La SNCB ne réduit pas (encore) son offre de transport

La SNCB a dévoilé son plan de sobriété énergétique. La limitation de son offre n'en fait pas partie mais elle met en garde pour la suite.

Sophie Dutordoir à Bruxelles
La directrice de la SNCB, Sophie Dutordoir, le 9 mai 2022 à Bruxelles ©BelgaImage

Conformément aux décisions prises lors du comité de concertation consacré à la crise énergétique la semaine dernière, la SNCB va mettre en œuvre une politique de sobriété au sein de ses bâtiments et installations afin d’économiser l’énergie. "À l’heure actuelle, aucune mesure n’est prise pour limiter l’offre de trains, mais il apparait clairement que des compensations supplémentaires du gouvernement seront nécessaires pour maintenir cette situation", prévient-elle mercredi.

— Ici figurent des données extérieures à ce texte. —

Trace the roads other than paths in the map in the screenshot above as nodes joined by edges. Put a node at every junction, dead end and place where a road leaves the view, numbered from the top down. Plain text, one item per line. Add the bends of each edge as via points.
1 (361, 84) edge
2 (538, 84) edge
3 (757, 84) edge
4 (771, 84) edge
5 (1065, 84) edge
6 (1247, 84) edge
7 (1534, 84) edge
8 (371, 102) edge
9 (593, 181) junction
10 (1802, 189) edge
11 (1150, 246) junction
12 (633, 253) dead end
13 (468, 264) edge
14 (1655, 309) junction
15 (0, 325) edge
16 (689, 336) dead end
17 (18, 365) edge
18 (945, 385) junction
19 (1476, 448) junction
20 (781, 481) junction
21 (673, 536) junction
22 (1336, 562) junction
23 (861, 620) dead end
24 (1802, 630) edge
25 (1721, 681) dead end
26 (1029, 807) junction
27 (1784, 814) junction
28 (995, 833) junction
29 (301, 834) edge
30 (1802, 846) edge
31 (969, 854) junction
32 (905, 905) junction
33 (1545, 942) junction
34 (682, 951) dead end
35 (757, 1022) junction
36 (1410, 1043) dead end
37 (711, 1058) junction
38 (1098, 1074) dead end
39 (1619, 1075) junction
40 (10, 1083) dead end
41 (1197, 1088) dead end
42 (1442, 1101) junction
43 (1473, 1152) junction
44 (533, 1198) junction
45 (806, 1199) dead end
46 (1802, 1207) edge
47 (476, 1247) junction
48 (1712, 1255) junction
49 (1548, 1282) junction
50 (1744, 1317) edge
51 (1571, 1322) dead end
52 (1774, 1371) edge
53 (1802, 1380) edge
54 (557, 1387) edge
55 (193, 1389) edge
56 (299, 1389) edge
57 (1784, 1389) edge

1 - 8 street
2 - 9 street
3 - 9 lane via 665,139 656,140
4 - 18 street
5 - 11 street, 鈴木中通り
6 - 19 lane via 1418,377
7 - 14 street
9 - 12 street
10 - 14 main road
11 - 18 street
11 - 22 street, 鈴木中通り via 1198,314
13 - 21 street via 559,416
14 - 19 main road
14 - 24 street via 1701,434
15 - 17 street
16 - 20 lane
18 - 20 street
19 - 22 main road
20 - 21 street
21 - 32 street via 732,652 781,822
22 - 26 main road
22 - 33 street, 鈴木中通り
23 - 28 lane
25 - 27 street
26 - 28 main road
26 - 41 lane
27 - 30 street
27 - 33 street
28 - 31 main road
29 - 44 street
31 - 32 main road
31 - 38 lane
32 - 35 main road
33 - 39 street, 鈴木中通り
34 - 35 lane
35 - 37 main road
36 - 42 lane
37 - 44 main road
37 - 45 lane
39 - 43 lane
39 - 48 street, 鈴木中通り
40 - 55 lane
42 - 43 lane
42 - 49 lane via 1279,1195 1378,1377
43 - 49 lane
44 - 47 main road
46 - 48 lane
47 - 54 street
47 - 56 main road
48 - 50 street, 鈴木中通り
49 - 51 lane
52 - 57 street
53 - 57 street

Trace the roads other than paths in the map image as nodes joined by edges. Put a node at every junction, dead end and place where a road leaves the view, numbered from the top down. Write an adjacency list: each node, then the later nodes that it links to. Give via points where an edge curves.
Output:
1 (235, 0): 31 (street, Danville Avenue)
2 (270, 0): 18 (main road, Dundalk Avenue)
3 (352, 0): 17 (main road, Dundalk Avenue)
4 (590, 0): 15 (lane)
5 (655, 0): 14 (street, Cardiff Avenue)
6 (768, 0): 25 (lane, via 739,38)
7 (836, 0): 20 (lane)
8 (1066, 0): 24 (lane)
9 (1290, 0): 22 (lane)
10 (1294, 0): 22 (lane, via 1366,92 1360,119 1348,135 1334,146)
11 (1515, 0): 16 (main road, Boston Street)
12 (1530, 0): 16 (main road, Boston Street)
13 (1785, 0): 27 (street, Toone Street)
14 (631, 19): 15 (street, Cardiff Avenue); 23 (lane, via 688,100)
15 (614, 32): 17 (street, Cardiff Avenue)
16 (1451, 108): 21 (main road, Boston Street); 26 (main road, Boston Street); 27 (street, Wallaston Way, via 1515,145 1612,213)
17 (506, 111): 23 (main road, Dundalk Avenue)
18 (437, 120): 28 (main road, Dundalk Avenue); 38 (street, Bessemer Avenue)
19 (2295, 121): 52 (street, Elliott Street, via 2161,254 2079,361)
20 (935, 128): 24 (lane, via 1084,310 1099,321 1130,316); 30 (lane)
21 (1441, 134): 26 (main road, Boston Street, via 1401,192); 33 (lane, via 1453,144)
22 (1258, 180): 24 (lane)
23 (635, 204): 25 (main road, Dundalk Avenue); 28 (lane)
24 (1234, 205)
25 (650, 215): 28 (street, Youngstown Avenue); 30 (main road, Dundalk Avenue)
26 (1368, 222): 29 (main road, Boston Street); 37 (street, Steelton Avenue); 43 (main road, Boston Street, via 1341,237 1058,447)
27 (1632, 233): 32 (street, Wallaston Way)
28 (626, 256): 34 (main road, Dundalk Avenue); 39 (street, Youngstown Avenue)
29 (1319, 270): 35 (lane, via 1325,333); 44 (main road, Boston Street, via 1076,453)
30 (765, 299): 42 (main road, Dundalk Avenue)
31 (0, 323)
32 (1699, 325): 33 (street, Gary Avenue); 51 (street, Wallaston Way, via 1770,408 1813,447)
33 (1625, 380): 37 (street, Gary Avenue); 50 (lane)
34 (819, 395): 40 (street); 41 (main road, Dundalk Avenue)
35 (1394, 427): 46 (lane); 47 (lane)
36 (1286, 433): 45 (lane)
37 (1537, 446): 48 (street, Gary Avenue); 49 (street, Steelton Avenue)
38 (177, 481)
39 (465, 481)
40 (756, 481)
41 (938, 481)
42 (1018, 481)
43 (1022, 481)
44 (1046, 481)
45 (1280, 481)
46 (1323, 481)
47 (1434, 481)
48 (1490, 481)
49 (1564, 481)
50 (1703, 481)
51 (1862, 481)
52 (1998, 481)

Économies de 7,5% de gaz et mazout, de 3% d’électricité

Avec 3.800 trains par jour, dont plus de 90% sont alimentés par l’électricité, la SNCB est le plus grand consommateur d’électricité du pays, rappelle-t-elle, estimant ses coûts énergétiques à 223 millions d’euros en 2022 et 432 millions en 2023, contre 123 millions en 2020. Les mesures prises désormais, et qui s’ajoutent à d’autres déjà en vigueur depuis plusieurs années, visent à réduire les coûts de chauffage, en baissant le thermostat à 19°C dans les bureaux, et d’un degré dans les ateliers. Une attention particulière sera portée à la consommation en veille des appareils, et les travailleurs de deux immeubles de bureaux à proximité de la gare du Midi seront transférés afin de ne plus devoir chauffer et éclairer ces bâtiments. Le chauffage des salles d’attente en gares sera réglé sur 15°C et l’éclairage sera réduit de 10% tant sur les quais que dans ces salles d’attente. Il est également prévu de réduire l’éclairage architectural des bâtiments et celui des parkings.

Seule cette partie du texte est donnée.